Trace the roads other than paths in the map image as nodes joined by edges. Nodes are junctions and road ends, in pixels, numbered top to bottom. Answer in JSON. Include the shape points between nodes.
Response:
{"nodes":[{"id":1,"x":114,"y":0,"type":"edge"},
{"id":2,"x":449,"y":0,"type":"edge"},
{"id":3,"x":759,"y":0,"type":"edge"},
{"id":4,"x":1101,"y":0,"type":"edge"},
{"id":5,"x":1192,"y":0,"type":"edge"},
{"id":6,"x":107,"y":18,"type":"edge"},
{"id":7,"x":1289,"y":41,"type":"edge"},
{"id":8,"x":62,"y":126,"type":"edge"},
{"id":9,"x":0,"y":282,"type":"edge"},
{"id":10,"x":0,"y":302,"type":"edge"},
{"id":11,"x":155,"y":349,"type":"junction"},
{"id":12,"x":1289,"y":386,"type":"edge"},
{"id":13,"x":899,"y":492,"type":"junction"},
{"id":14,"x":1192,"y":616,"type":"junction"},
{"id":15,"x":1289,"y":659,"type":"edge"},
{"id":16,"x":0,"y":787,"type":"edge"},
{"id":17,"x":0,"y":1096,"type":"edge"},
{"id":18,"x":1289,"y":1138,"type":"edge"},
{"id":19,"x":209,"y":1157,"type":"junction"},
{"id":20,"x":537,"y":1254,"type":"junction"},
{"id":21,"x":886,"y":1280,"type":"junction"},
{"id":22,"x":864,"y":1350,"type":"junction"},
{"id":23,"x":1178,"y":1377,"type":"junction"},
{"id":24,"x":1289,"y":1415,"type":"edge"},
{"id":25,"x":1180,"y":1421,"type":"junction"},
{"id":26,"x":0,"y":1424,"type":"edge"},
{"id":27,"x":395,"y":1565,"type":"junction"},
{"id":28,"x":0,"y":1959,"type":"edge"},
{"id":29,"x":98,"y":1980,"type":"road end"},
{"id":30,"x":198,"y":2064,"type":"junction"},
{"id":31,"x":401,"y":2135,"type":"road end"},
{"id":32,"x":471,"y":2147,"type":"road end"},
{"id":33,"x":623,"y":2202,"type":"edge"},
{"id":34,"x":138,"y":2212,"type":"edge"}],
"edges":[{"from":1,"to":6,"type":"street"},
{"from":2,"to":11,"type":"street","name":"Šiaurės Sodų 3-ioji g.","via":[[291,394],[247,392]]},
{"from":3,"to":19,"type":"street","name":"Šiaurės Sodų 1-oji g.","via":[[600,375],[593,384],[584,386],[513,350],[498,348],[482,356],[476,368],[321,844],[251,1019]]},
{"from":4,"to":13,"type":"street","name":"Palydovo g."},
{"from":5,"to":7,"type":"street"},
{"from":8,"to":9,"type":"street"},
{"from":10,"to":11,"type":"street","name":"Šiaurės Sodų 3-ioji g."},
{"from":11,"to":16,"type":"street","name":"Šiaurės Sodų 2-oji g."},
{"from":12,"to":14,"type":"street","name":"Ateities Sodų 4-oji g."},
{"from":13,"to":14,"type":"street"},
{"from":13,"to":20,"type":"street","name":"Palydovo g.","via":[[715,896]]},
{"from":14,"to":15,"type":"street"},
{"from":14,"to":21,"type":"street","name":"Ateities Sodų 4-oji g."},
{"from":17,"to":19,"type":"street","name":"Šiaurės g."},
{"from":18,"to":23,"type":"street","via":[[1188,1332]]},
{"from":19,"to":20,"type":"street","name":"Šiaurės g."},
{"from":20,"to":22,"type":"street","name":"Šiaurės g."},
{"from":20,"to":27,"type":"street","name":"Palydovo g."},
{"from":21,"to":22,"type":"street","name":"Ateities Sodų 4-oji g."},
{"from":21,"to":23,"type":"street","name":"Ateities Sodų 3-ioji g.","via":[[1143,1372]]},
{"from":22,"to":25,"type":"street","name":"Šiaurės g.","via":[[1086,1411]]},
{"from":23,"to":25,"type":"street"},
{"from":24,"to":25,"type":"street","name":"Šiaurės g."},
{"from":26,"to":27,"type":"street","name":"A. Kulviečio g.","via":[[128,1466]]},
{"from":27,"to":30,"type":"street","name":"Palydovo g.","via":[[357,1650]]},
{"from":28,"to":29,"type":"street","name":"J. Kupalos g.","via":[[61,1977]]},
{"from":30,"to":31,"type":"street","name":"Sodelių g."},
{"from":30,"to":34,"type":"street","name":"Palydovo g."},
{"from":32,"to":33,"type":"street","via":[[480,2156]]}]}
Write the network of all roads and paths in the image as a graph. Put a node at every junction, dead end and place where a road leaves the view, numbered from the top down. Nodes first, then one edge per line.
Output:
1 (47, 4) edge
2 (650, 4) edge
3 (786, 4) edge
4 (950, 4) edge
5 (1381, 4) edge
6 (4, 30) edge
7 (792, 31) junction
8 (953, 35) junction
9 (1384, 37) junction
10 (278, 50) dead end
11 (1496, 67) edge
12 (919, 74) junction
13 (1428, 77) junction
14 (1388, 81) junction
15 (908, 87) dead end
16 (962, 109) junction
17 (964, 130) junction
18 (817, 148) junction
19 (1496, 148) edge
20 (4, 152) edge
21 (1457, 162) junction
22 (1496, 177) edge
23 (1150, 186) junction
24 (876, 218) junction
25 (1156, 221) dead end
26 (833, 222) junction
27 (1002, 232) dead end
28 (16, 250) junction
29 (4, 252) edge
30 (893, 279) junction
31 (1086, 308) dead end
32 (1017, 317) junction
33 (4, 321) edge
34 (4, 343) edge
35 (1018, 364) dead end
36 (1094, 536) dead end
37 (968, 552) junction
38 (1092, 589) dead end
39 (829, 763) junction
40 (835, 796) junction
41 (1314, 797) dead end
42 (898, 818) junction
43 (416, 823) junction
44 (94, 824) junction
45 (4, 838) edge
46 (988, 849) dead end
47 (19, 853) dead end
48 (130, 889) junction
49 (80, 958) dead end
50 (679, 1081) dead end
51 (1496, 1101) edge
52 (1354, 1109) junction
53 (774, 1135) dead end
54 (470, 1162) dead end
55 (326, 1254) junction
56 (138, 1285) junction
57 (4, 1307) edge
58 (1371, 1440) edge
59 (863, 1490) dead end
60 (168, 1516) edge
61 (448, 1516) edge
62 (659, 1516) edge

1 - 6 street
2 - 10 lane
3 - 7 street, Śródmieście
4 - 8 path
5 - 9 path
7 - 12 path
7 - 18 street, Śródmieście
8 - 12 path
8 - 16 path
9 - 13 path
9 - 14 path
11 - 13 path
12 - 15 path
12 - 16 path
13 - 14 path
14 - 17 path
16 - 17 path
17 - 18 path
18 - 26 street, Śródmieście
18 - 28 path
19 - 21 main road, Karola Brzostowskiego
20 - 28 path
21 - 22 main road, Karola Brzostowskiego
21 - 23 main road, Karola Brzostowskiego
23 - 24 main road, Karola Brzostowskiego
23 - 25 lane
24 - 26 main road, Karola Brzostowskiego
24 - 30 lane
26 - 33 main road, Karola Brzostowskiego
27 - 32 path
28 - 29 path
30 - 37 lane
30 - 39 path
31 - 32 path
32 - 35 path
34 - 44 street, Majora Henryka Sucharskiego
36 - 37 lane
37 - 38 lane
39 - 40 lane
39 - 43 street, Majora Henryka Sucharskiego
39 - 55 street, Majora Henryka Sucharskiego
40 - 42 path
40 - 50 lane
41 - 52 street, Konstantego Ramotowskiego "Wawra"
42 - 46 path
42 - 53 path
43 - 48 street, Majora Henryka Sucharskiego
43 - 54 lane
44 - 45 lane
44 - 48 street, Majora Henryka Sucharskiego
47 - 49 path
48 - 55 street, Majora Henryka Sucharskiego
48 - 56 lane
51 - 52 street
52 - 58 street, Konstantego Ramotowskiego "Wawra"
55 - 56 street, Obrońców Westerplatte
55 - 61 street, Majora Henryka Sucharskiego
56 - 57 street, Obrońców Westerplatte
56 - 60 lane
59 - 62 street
——
* What you have to do
Where a line of the records has the string "ioji", copy that line.

* Expected answer
{"from":2,"to":11,"type":"street","name":"Šiaurės Sodų 3-ioji g.","via":[[291,394],[247,392]]},
{"from":10,"to":11,"type":"street","name":"Šiaurės Sodų 3-ioji g."},
{"from":21,"to":23,"type":"street","name":"Ateities Sodų 3-ioji g.","via":[[1143,1372]]},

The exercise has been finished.